Bug: Calculation of inflight events does not consider dropped documents
The calculation of inflight events is incorrect if documents are intentionally discarded in the logstash pipelines via the "drop" processor.
The method "calculateInflightEvents" (https://github.com/NETWAYS/check_logstash/blob/4bb9291fee062dee17440f615beed9c1c948c2b1/cmd/pipeline.go#L122) determines the current inflight events based on the global IN / OUT values. If documents are dropped in the pipeline, the values gradually diverge.
Steps to reproduce
- create a pipeline with a “drop” processor
- analyze the pipeline statistics via “localhost:9600/_node/stats/pipeline” logstash api.

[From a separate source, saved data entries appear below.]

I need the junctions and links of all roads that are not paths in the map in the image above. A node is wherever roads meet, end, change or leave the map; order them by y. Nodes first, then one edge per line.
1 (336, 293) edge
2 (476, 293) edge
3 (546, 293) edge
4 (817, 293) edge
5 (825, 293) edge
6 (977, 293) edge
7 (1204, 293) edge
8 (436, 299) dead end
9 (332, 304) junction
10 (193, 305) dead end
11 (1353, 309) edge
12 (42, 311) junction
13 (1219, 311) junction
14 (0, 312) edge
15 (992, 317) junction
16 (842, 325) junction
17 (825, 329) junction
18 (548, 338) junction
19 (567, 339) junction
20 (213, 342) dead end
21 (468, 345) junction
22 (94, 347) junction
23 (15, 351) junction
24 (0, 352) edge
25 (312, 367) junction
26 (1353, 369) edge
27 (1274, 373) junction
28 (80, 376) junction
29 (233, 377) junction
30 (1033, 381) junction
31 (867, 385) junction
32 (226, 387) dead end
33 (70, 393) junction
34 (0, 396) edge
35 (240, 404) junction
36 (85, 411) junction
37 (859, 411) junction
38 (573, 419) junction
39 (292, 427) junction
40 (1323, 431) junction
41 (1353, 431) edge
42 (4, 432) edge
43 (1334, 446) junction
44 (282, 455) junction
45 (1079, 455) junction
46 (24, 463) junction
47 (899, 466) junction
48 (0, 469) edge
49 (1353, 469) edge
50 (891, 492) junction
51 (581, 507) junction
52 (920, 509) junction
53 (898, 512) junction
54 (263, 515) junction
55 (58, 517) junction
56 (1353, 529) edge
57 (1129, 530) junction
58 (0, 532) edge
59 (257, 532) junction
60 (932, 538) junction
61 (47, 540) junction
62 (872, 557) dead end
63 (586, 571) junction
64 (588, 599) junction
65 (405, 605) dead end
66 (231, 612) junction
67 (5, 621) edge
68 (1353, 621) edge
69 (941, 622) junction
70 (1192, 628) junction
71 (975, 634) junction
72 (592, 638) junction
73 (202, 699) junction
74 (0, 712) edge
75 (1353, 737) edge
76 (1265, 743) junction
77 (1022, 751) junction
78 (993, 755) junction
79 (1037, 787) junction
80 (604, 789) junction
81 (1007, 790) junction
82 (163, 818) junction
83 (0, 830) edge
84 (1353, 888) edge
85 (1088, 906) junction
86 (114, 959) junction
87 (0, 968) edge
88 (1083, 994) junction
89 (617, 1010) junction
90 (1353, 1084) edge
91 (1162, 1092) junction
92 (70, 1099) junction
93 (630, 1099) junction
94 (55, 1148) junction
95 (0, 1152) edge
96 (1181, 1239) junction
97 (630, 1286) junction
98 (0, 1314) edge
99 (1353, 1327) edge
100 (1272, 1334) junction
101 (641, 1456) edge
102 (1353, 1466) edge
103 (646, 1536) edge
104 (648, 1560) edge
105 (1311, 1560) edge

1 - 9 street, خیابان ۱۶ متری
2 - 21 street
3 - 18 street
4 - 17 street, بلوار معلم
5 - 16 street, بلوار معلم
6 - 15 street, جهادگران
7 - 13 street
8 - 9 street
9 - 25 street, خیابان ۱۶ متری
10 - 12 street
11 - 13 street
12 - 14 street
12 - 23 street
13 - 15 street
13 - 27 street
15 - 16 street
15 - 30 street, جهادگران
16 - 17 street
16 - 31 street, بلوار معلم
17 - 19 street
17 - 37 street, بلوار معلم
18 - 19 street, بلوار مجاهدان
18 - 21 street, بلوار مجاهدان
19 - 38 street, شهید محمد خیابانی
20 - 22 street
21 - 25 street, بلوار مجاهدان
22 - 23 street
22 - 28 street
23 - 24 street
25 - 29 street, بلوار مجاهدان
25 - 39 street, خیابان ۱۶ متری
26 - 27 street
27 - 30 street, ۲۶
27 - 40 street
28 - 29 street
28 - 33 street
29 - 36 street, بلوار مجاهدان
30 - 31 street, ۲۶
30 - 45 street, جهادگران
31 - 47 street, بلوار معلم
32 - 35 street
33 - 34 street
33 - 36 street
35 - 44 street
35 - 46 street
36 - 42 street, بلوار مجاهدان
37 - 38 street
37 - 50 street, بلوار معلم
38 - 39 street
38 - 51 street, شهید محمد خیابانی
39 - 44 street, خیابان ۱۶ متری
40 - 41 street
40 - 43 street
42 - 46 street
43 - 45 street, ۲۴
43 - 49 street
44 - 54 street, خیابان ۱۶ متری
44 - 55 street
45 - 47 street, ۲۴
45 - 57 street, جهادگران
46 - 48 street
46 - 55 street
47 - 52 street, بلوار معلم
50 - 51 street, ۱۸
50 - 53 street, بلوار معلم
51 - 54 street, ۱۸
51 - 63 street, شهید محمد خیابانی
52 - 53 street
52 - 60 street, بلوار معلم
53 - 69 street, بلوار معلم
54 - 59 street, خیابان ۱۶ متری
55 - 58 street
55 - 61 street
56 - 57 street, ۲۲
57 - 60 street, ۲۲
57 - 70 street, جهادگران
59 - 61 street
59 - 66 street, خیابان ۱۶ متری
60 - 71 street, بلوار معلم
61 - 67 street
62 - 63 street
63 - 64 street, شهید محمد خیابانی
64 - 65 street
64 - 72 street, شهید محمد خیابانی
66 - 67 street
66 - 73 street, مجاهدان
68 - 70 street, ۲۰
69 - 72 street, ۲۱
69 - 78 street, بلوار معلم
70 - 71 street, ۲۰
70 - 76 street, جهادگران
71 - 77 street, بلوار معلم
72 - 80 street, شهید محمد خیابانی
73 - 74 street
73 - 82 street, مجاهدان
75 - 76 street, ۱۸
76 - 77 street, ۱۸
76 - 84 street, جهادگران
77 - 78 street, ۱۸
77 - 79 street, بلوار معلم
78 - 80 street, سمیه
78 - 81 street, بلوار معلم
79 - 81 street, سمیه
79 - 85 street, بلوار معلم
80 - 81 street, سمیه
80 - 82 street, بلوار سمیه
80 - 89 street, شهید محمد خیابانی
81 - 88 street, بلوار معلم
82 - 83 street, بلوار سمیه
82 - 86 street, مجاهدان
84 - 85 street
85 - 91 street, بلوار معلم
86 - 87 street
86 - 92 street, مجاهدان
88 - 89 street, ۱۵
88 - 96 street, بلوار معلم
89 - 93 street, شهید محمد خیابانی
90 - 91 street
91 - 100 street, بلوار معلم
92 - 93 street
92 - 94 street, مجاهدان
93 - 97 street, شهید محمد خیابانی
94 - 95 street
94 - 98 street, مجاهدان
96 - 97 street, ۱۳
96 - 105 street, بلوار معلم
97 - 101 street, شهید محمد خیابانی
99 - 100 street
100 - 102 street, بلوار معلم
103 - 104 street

- compare the values with the output of the Icinga check
Hi, from what I can tell, the "inflight events" were a custom metric that the original check plugin used, based on this calculation:
https://github.com/NETWAYS/check_logstash/blob/4bb9291fee062dee17440f615beed9c1c948c2b1/legacy/check_logstash#L363
When writing the Golang code, I decided to reuse this logic to keep compatibility with the old code. Generally I would say, it always tried to be an approximation, not sure though (I didn't write the original plugin), @widhalmt might have more information.
I'd say, where possible use the Pipeline Flow Metrics for newer Logstash versions.
@martialblog you're right: It always was an approximation. Full disclosure: I just didn't think of the possibility of dropping events when writing the initial version.
I'd really like to see an improvement like a more accurate representation. I'm just not able to write Golang code, yet. And, honestly, I think I'm not the right person to implement this.
While I can see a potential benefit of seeing the difference of incoming and outgoing events, it's definitely wrong to keep them as inflight_events.
We currently use the Node Stats API to get the in/out https://www.elastic.co/guide/en/logstash/current/node-stats-api.html#pipeline-stats
Not sure if we can get the information we require from this API. There's was a discussion about this already: https://github.com/NETWAYS/check_logstash/issues/44
If someone has an idea where to get the required info from the API it should be possible to update the calculation.